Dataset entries
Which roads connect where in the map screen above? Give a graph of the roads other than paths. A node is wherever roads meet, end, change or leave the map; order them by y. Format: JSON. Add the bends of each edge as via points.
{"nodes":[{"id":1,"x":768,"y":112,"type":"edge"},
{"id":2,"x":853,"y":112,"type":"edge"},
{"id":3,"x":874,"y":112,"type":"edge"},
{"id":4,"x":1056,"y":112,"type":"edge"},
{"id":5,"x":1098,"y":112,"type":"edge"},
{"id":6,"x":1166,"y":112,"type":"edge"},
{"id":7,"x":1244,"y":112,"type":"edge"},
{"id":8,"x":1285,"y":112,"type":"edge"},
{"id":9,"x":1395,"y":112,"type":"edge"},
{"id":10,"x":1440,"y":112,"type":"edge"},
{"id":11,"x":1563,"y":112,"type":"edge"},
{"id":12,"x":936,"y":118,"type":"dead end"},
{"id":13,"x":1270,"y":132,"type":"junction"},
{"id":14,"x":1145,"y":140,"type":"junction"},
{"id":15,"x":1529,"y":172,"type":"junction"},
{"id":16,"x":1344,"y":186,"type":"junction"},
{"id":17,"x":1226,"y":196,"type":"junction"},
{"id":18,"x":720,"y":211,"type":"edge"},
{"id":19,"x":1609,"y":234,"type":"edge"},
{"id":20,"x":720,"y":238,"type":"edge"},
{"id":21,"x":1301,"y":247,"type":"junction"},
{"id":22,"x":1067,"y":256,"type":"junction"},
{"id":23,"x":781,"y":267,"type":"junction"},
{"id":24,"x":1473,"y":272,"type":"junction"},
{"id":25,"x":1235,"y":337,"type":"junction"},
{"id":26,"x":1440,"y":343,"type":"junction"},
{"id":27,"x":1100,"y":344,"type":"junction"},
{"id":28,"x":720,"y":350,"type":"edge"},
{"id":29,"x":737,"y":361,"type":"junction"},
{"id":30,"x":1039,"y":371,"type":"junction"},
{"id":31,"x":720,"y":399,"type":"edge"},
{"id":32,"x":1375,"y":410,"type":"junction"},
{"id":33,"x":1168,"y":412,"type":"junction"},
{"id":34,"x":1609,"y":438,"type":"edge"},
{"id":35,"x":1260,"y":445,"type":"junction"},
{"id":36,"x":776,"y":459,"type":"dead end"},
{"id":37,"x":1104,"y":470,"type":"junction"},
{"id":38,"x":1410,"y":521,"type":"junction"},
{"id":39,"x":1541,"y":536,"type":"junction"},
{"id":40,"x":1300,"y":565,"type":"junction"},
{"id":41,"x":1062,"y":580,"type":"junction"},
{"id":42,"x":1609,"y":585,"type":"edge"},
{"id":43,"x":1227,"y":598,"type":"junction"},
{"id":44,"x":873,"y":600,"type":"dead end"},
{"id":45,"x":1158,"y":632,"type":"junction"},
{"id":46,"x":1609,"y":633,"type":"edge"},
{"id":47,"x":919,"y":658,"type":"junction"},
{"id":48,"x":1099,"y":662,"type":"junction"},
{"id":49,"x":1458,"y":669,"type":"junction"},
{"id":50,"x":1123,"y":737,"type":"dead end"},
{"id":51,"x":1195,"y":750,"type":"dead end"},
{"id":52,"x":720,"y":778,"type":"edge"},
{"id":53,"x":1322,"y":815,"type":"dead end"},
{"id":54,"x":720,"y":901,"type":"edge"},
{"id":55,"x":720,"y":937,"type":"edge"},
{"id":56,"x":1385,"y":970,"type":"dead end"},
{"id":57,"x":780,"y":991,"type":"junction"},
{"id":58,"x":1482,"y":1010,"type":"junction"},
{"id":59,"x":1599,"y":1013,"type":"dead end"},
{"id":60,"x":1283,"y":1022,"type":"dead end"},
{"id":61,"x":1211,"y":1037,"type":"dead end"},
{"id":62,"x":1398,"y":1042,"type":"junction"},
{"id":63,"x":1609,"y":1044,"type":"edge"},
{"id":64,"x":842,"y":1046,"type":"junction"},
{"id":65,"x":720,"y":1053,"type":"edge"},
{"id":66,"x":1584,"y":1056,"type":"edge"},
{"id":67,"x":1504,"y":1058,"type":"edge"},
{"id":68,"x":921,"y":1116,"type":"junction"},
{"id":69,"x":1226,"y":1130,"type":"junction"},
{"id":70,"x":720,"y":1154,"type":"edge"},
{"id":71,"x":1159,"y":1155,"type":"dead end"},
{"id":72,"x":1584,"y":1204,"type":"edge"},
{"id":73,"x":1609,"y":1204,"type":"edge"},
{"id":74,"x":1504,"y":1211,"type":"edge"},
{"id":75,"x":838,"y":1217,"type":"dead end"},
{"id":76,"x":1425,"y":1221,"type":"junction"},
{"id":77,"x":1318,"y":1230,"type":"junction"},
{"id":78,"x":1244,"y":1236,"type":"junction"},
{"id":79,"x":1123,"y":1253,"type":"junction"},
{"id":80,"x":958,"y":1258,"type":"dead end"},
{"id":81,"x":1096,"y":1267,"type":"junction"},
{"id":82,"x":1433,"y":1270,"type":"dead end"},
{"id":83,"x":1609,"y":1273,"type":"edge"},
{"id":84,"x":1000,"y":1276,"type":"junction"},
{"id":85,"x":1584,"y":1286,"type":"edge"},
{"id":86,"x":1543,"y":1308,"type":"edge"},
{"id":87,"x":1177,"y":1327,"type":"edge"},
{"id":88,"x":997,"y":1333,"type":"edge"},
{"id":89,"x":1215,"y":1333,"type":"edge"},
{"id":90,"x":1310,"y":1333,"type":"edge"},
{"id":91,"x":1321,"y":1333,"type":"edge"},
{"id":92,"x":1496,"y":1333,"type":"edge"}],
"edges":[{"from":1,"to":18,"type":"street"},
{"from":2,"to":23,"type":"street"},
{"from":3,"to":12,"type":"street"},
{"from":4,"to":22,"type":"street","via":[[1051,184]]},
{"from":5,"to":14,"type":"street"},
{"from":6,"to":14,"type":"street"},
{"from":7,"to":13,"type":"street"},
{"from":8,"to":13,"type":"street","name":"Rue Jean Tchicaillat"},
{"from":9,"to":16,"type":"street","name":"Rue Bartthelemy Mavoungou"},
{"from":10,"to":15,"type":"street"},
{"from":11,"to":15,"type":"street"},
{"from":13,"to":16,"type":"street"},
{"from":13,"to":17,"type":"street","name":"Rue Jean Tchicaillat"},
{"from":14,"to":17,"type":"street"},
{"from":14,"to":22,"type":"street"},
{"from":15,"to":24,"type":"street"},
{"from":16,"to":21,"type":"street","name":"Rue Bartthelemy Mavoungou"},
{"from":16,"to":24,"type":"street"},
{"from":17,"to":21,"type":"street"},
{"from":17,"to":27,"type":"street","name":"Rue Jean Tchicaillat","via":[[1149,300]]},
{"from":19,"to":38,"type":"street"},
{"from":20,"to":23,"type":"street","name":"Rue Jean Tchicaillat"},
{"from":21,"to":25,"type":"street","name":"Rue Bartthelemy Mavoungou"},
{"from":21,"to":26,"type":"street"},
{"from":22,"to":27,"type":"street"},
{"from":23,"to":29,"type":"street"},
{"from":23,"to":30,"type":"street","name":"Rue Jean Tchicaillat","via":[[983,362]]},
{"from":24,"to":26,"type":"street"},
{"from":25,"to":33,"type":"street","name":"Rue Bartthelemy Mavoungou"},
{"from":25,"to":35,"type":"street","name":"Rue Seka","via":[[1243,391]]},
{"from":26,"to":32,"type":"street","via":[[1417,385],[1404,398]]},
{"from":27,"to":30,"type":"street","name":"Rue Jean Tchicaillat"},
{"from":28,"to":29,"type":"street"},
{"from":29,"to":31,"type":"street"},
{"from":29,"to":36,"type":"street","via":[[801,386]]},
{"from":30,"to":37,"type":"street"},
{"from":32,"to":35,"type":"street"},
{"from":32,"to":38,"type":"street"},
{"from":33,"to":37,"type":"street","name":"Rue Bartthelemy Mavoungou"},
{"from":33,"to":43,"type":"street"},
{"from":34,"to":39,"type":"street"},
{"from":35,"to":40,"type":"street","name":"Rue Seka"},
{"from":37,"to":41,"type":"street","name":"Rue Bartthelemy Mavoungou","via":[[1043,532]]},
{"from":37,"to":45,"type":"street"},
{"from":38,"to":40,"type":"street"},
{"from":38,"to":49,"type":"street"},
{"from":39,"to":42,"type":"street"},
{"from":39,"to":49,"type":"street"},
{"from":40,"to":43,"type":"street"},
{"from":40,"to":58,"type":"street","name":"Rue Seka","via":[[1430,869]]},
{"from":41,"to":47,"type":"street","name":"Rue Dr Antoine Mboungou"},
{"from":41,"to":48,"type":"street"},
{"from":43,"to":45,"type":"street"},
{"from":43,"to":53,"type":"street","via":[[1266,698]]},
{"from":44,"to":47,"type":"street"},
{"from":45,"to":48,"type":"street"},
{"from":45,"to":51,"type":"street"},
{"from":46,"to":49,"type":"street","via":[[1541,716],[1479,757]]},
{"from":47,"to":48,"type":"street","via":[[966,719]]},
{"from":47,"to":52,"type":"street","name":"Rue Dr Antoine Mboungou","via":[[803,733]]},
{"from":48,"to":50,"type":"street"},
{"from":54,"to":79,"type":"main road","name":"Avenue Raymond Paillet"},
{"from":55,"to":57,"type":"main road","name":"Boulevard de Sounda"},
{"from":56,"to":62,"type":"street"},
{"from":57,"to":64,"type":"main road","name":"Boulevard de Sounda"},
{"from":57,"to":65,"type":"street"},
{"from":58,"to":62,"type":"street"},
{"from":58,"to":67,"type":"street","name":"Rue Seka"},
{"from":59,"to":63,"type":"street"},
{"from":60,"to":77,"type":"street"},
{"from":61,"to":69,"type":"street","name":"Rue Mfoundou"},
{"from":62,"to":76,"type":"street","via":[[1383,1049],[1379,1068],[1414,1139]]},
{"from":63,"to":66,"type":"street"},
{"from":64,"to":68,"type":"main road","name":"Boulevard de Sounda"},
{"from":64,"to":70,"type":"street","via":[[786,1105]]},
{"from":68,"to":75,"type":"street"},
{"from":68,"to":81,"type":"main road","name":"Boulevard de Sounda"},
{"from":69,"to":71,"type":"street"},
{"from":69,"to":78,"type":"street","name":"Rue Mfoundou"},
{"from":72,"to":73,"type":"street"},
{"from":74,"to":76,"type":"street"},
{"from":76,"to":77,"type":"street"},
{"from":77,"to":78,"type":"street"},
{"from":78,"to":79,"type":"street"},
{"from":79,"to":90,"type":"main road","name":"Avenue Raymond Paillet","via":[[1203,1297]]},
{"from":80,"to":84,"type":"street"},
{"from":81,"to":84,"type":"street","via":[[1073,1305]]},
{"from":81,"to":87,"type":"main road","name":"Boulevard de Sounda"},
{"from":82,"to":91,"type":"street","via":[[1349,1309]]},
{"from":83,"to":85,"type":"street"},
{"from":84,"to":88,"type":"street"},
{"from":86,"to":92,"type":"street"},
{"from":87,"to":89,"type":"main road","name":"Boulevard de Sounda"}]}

WHAT IS NEEDED ▸ Which lines above contain the word "Seka"? Copy all of them.

RESULT OF THIS EXERCISE ▸
{"from":25,"to":35,"type":"street","name":"Rue Seka","via":[[1243,391]]},
{"from":35,"to":40,"type":"street","name":"Rue Seka"},
{"from":40,"to":58,"type":"street","name":"Rue Seka","via":[[1430,869]]},
{"from":58,"to":67,"type":"street","name":"Rue Seka"},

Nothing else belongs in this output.